A pequena Springfield, no estado Ohio, foi alçada ao centro do noticiário nacional americano após Donald Trump amplificar no debate da última terça-feira (10) a mentira de que imigrantes haitianos estariam roubando e comendo animais de estimação na cidade. Desde então, ameaças de bomba recebidas por email levaram ao esvaziamento da prefeitura, de escolas e da agência de trânsito local.
Nesta sexta-feira (13), Trump voltou a colocar o holofote na cidade durante uma entrevista a jornalistas em Los Angeles, na Califórnia. O republicano disse que vai começar sua promessa de deportações em massa, se eleito, por Springfield.
O empresário, porém, não repetiu que os imigrantes estariam comendo cachorros e gatos, declaração que rendeu uma torrente de memes que o ridicularizavam. Em vez disso, ele afirmou que cerca de 20 mil haitianos se mudaram para Springfield nos últimos anos.
“Eles destruíram o estilo de vida de vocês”, atacou, valendo-se de um argumento xenofóbico.
Questionado por um repórter sobre o impacto das declarações sobre a cidade, tendo em vista as ameaças de bomba, Trump respondeu que isso não é um problema. “A real ameaça é o que está acontecendo na nossa fronteira”, completou.
A entrevista de Trump a jornalistas ocorreu no mesmo dia em que duas escolas foram esvaziadas e uma terceira, fechada, na cidade, em decorrência das ameaças.
O prefeito da cidade, Rob Rue, afirmou ao New York Times que Springfield está enfrentando “uma reação de ódio aos imigrantes”. “É frustrante quando políticos, no palco nacional, distorcem o que está acontecendo na nossa comunidade.”
Também nesta sexta, o presidente Joe Biden afirmou durante um evento na Casa Branca que imigrantes haitianos estão sob ataque. “Isso é simplesmente errado. Isso precisa acabar. O que ele está fazendo. Isso precisa acabar”, afirmou, sem citar Trump nominalmente.
A comunidade haitiana nos EUA, estimada em 300 mil pessoas, teme ser alvo de violência após a explosão das fake news. Famílias em Springfield estão mantendo seus filhos em casa, em vez de enviá-los a escola, por medo, segundo um portal de notícias voltado à comunidade.
Desde a pandemia de coronavírus, um grande fluxo de haitianos começou a se dirigir para a cidade em Ohio atraído pela oferta de vagas de trabalho e pelo baixo custo de vida. Esses imigrantes têm status legal nos EUA porque o Haiti é considerado um país inseguro para retornar. A proteção, temporária, é concedida pelo governo federal americano por tempo limitado, passível de renovação.

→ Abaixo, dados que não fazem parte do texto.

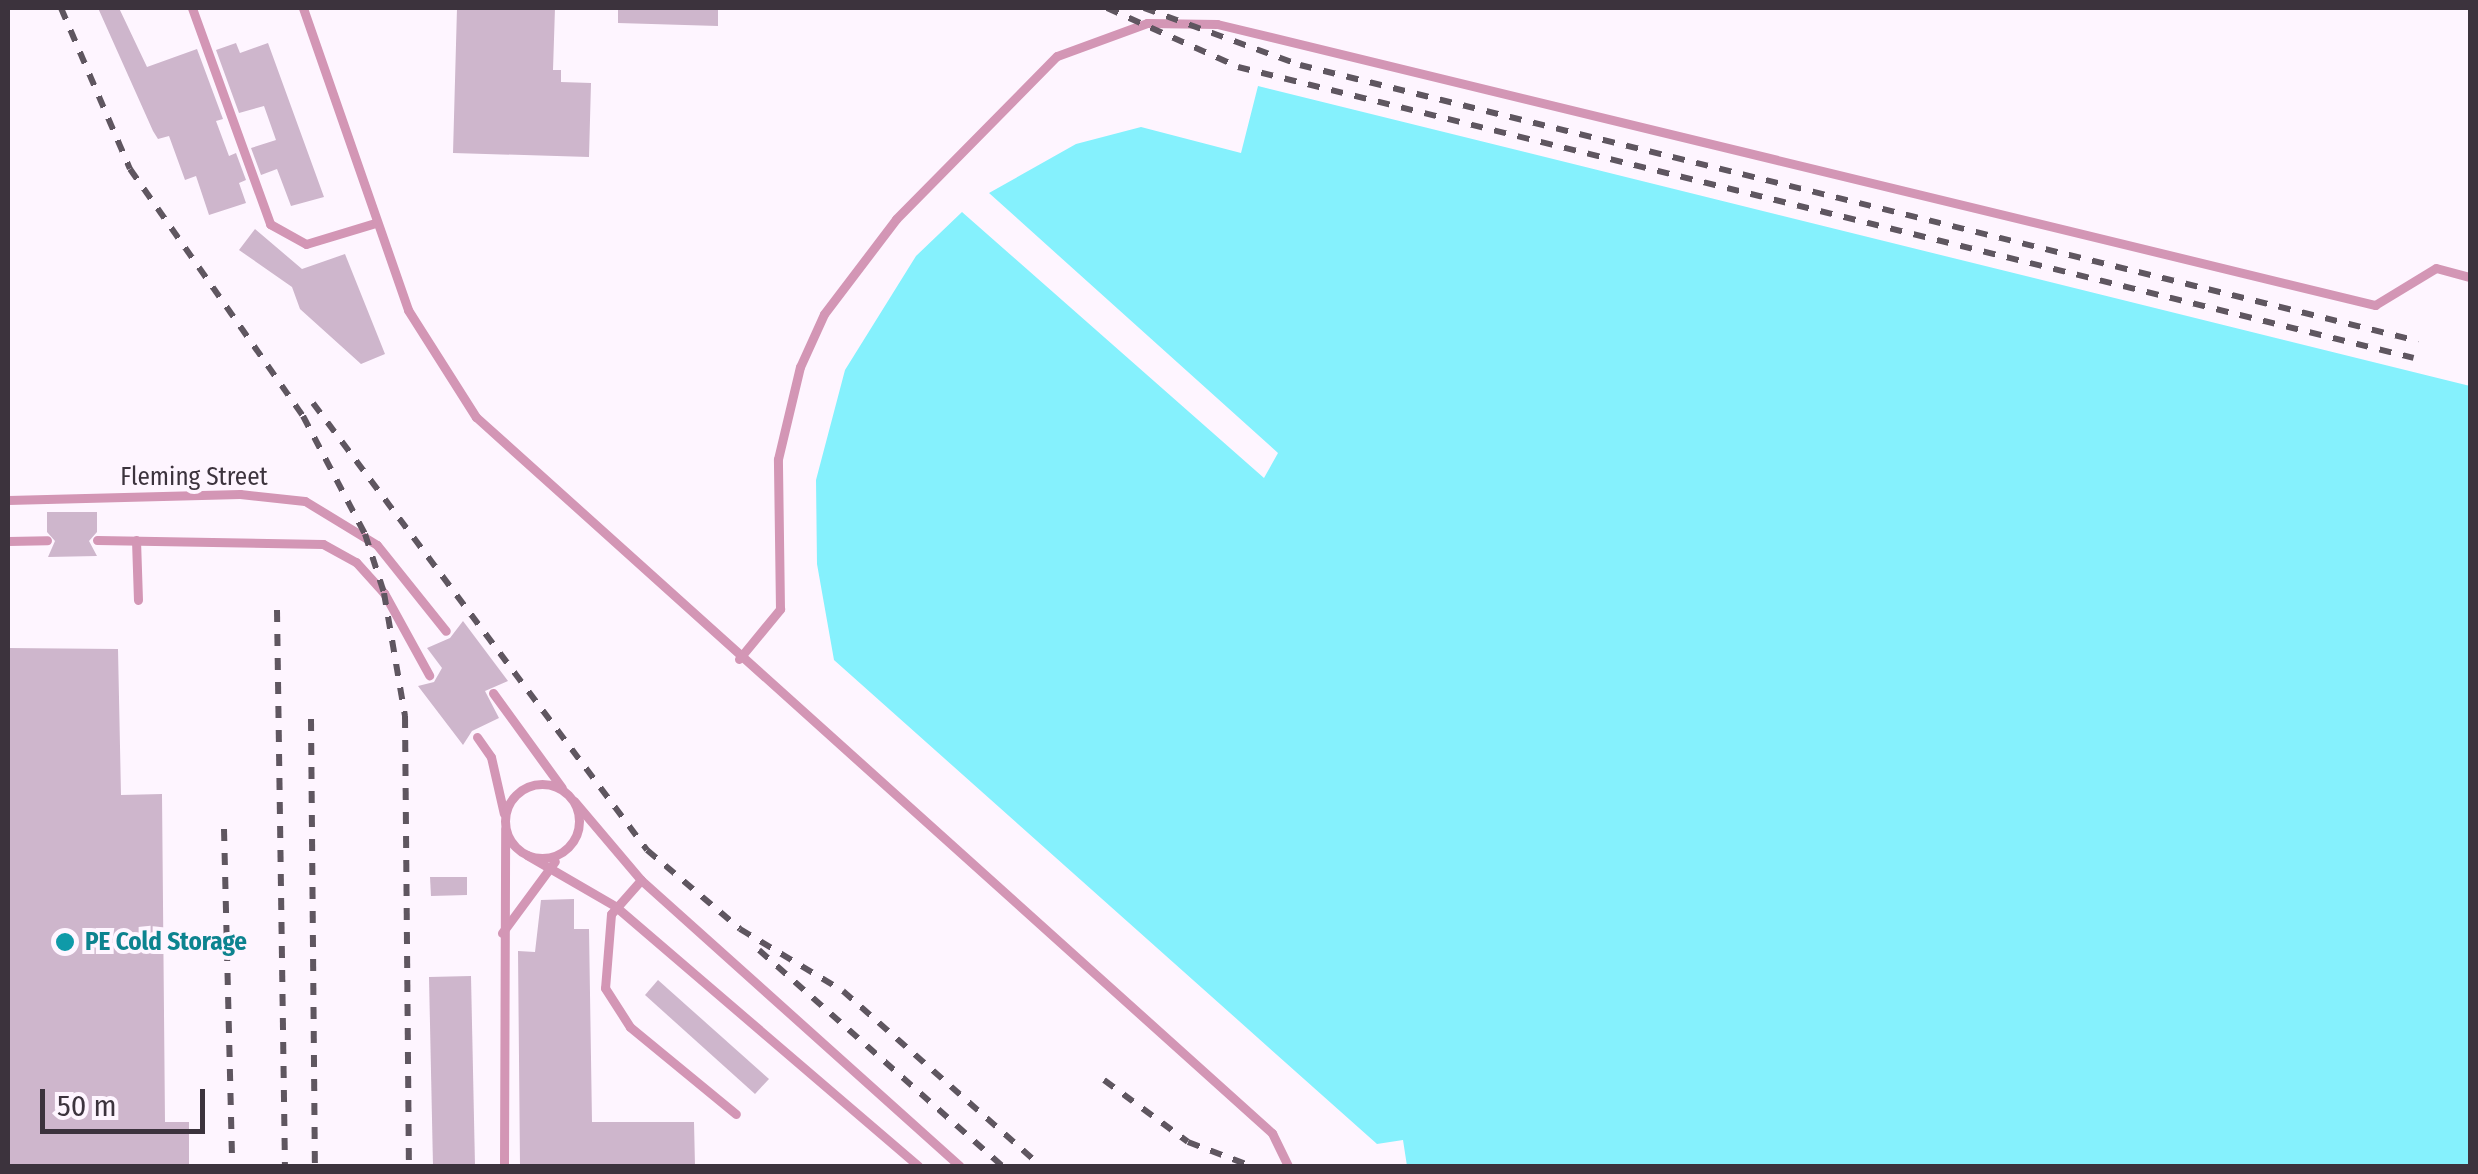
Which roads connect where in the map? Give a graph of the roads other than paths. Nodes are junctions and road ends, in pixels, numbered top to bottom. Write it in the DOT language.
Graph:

Autoridades locais estimam que 12 mil a 15 mil haitianos se mudaram para a região nos últimos anos. Se por um lado o fluxo ajudou a revigorar a economia local, por outro acabou levando a um aumento de preços de aluguéis e elevou a pressão sobre serviços públicos, como escolas e atendimento de saúde.
Em agosto passado, um acidente de trânsito fez eclodir a tensão entre os 60 mil moradores de Springfield e os novos residentes estrangeiros. Um motorista haitiano, dirigindo na contramão, chocou-se com um ônibus escolar, matando um menino de 11 anos.
O caso foi explorado pela campanha de Trump, cujos ataques a imigrantes são peça central. O vice do empresário, J.D. Vance, senador por Ohio, citou a morte de Aiden Clark em diversos discursos como exemplo do impacto negativo da presença de estrangeiros nos EUA.
Nesta semana, o pai de Aiden, Nathan Clark, veio a público pedir que os republicanos parem de falar da morte de seu filho.
“Eu queria que meu filho tivesse sido morto por um homem branco de 60 anos. Aposto que você nunca pensou que alguém diria algo tão direto, mas se esse cara tivesse matado meu filho de 11 anos, o grupo incessante de pessoas cheias de ódio nos deixaria em paz”, disse ele.
“Isso precisa parar agora. Eles podem vomitar todo o ódio que quiserem sobre imigrantes em situação ilegal, a crise na fronteira e até mesmo acusações falsas sobre bichinhos de estimação sendo atacados e comidos por membros da comunidade. No entanto, eles não têm permissão, e nunca tiveram, para mencionar Aiden Clark, de Springfield, Ohio”, completou.